Data entries:
--

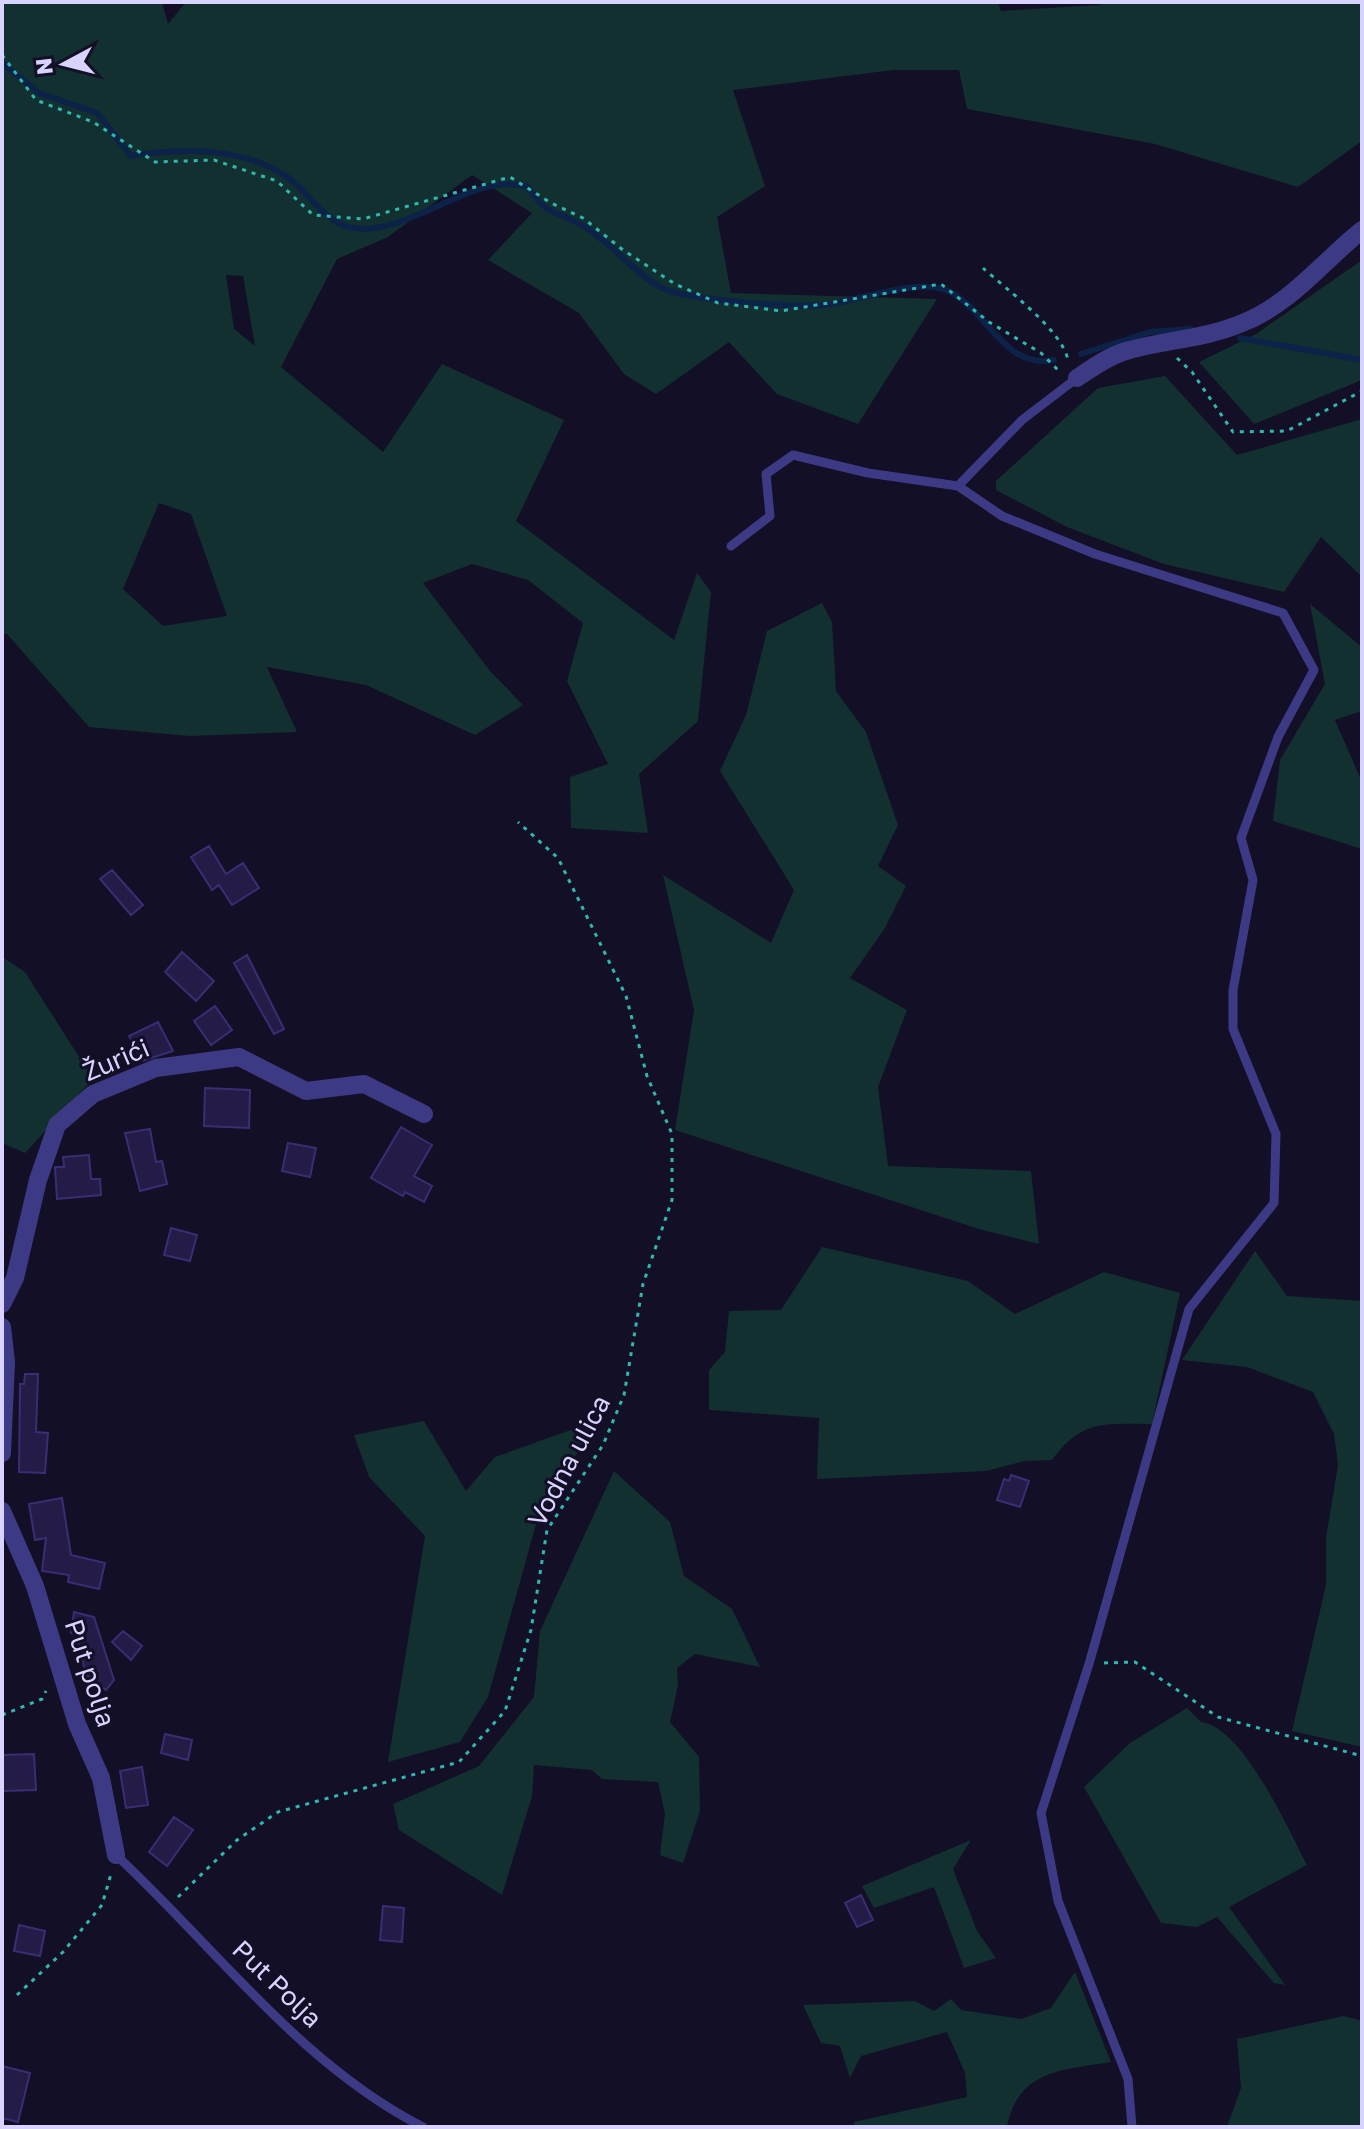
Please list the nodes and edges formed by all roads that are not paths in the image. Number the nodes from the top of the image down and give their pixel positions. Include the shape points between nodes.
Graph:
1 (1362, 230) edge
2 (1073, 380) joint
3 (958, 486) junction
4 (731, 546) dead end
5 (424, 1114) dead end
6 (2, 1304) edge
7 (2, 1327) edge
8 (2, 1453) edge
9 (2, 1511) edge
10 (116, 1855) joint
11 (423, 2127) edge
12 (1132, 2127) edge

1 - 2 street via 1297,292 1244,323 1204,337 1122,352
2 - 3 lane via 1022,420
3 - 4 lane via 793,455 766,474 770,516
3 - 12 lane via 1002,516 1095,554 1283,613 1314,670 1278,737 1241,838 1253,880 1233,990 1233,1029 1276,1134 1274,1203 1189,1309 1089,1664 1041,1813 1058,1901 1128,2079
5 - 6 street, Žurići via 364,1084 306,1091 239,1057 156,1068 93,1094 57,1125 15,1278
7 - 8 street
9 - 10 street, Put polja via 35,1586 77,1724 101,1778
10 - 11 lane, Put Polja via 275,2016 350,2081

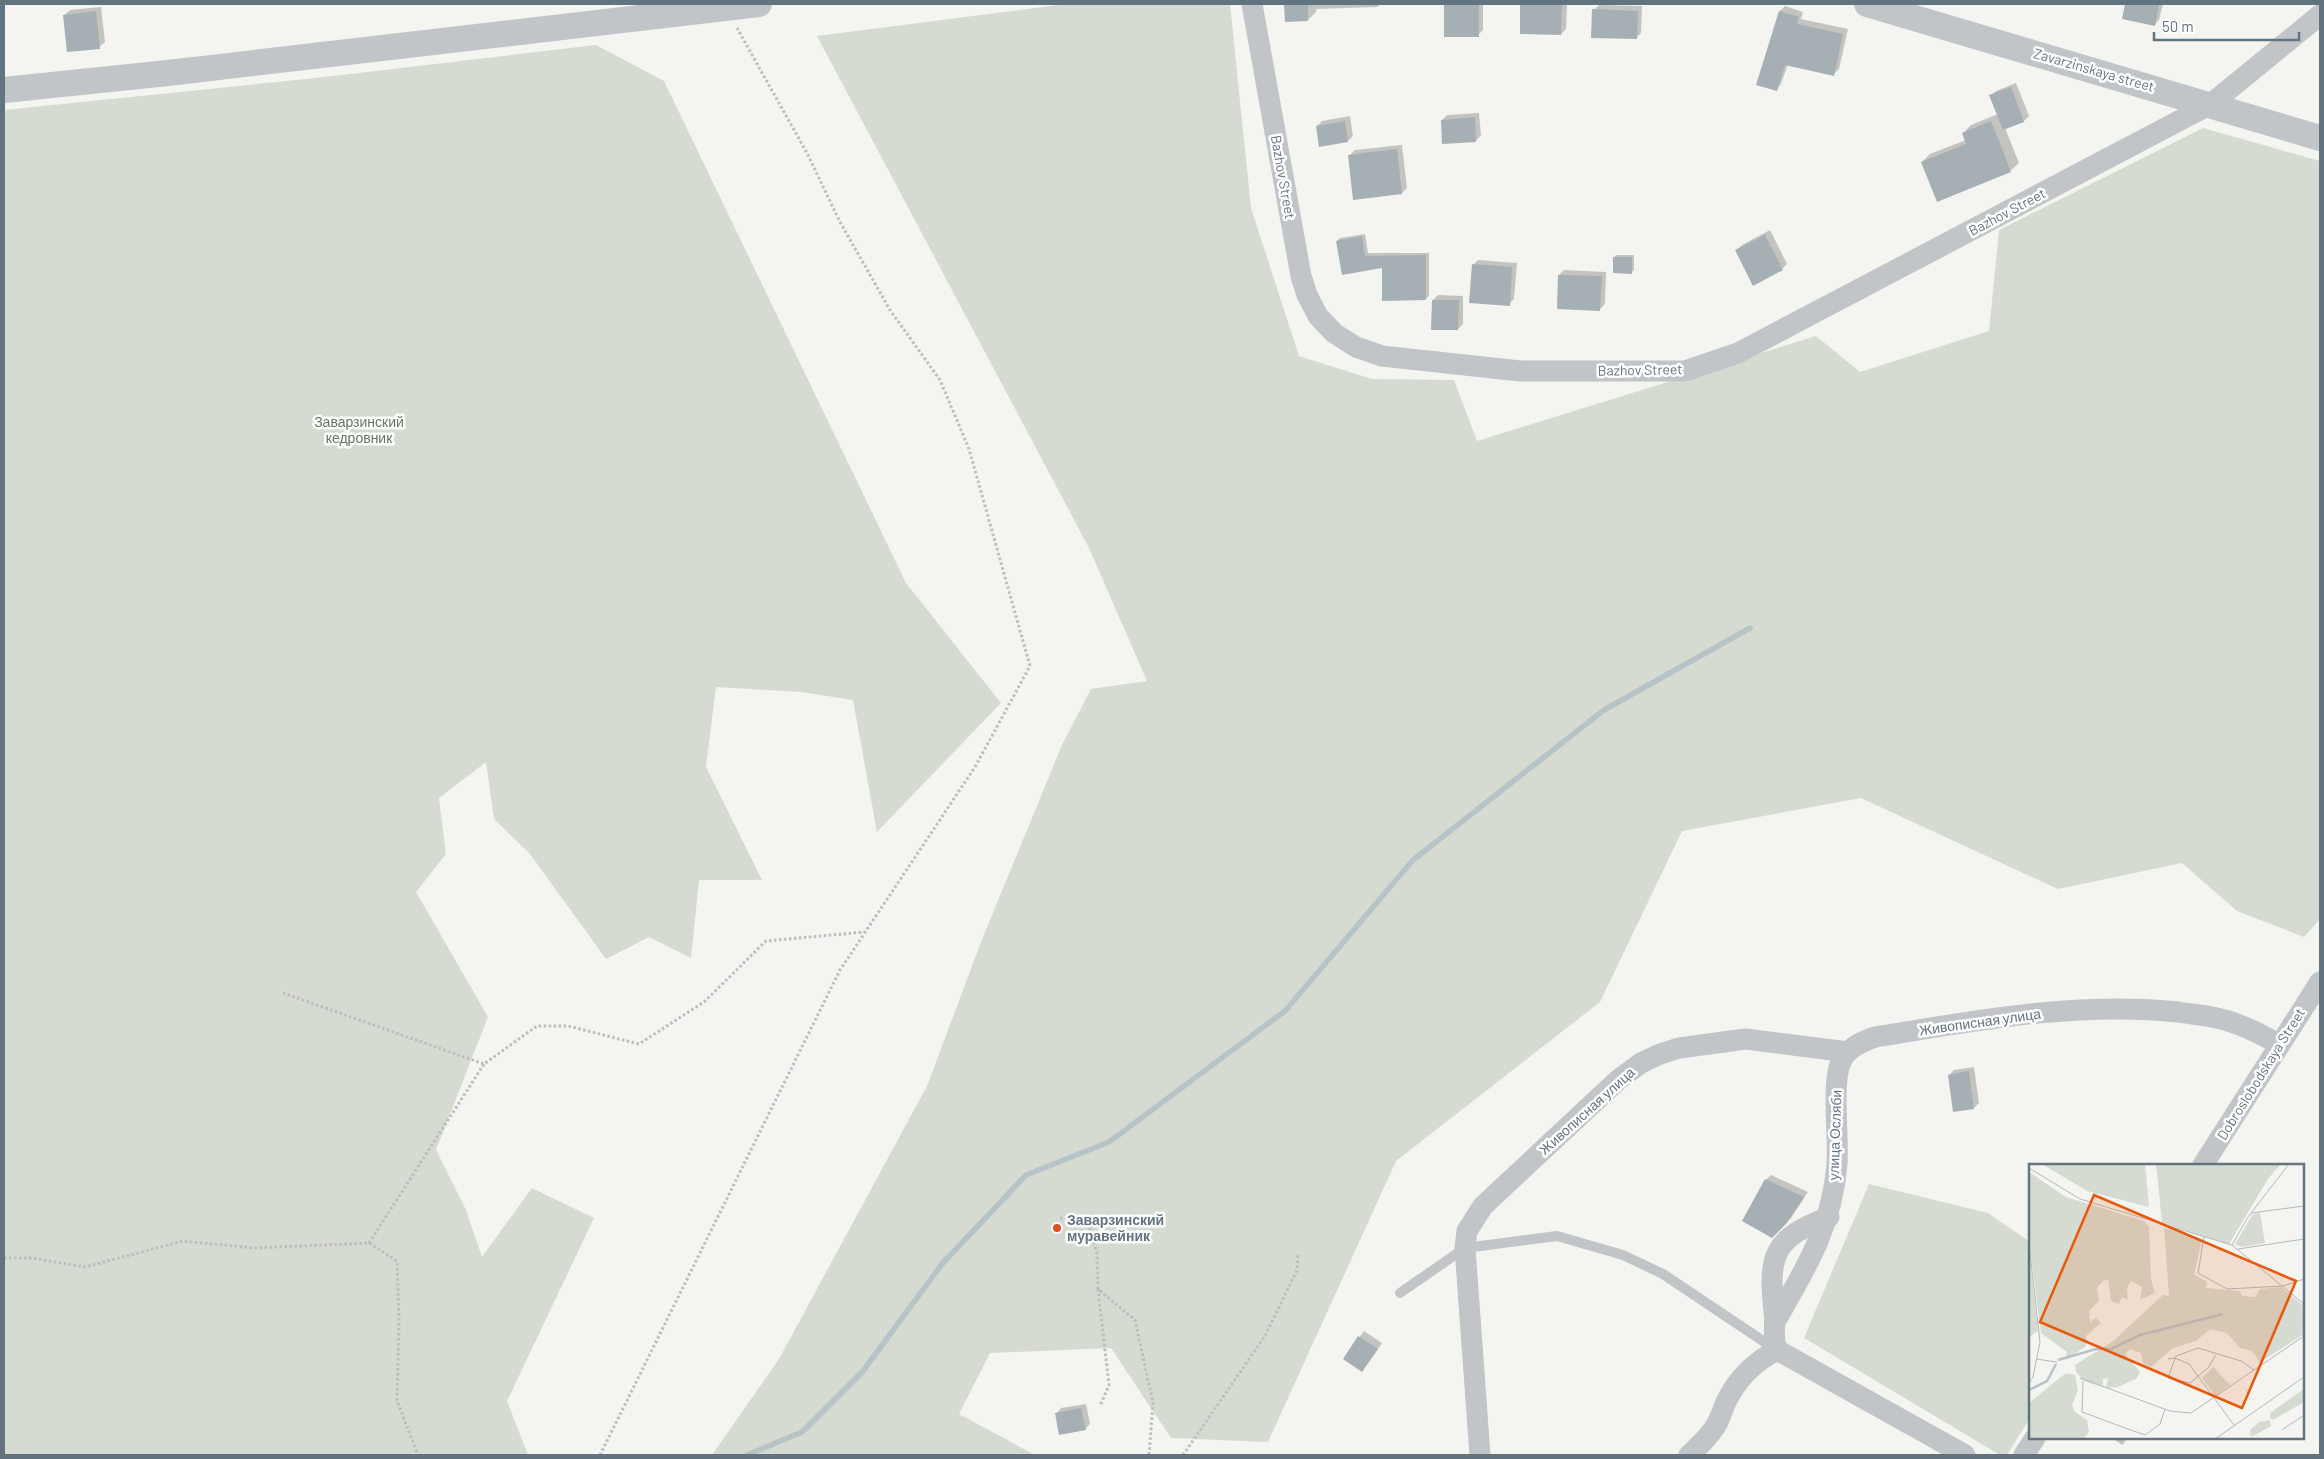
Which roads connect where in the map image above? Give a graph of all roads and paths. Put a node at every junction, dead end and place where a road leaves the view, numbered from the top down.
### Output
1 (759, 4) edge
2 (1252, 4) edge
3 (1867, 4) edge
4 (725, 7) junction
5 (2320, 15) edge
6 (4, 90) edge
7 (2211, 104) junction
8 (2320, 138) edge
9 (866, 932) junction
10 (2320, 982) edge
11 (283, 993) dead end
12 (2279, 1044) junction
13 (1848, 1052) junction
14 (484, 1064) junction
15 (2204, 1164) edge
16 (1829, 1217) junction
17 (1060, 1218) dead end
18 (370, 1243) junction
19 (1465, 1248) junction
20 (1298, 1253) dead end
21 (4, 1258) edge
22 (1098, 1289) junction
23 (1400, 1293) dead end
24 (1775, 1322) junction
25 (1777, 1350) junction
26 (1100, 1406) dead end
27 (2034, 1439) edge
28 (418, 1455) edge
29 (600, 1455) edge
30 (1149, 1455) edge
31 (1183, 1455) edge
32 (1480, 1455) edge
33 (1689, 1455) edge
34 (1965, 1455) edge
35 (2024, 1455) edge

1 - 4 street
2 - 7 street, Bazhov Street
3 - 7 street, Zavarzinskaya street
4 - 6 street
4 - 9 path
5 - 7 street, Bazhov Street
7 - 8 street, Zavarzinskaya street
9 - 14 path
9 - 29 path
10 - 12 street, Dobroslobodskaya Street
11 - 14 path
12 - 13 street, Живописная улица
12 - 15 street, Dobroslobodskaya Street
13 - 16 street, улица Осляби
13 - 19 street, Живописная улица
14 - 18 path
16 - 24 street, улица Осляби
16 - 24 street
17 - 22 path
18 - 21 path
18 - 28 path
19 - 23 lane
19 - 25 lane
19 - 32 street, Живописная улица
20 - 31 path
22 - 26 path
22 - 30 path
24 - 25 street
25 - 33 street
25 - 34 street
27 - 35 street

--

Problem to work on: All of the entries above are to be written out exactly, with no pictures.

Result for this exercise:
Please list the nodes and edges formed by all roads that are not paths in the image. Number the nodes from the top of the image down and give their pixel positions. Include the shape points between nodes.
Graph:
1 (1362, 230) edge
2 (1073, 380) joint
3 (958, 486) junction
4 (731, 546) dead end
5 (424, 1114) dead end
6 (2, 1304) edge
7 (2, 1327) edge
8 (2, 1453) edge
9 (2, 1511) edge
10 (116, 1855) joint
11 (423, 2127) edge
12 (1132, 2127) edge

1 - 2 street via 1297,292 1244,323 1204,337 1122,352
2 - 3 lane via 1022,420
3 - 4 lane via 793,455 766,474 770,516
3 - 12 lane via 1002,516 1095,554 1283,613 1314,670 1278,737 1241,838 1253,880 1233,990 1233,1029 1276,1134 1274,1203 1189,1309 1089,1664 1041,1813 1058,1901 1128,2079
5 - 6 street, Žurići via 364,1084 306,1091 239,1057 156,1068 93,1094 57,1125 15,1278
7 - 8 street
9 - 10 street, Put polja via 35,1586 77,1724 101,1778
10 - 11 lane, Put Polja via 275,2016 350,2081

Which roads connect where in the map image above? Give a graph of all roads and paths. Put a node at every junction, dead end and place where a road leaves the view, numbered from the top down.
### Output
1 (759, 4) edge
2 (1252, 4) edge
3 (1867, 4) edge
4 (725, 7) junction
5 (2320, 15) edge
6 (4, 90) edge
7 (2211, 104) junction
8 (2320, 138) edge
9 (866, 932) junction
10 (2320, 982) edge
11 (283, 993) dead end
12 (2279, 1044) junction
13 (1848, 1052) junction
14 (484, 1064) junction
15 (2204, 1164) edge
16 (1829, 1217) junction
17 (1060, 1218) dead end
18 (370, 1243) junction
19 (1465, 1248) junction
20 (1298, 1253) dead end
21 (4, 1258) edge
22 (1098, 1289) junction
23 (1400, 1293) dead end
24 (1775, 1322) junction
25 (1777, 1350) junction
26 (1100, 1406) dead end
27 (2034, 1439) edge
28 (418, 1455) edge
29 (600, 1455) edge
30 (1149, 1455) edge
31 (1183, 1455) edge
32 (1480, 1455) edge
33 (1689, 1455) edge
34 (1965, 1455) edge
35 (2024, 1455) edge

1 - 4 street
2 - 7 street, Bazhov Street
3 - 7 street, Zavarzinskaya street
4 - 6 street
4 - 9 path
5 - 7 street, Bazhov Street
7 - 8 street, Zavarzinskaya street
9 - 14 path
9 - 29 path
10 - 12 street, Dobroslobodskaya Street
11 - 14 path
12 - 13 street, Живописная улица
12 - 15 street, Dobroslobodskaya Street
13 - 16 street, улица Осляби
13 - 19 street, Живописная улица
14 - 18 path
16 - 24 street, улица Осляби
16 - 24 street
17 - 22 path
18 - 21 path
18 - 28 path
19 - 23 lane
19 - 25 lane
19 - 32 street, Живописная улица
20 - 31 path
22 - 26 path
22 - 30 path
24 - 25 street
25 - 33 street
25 - 34 street
27 - 35 street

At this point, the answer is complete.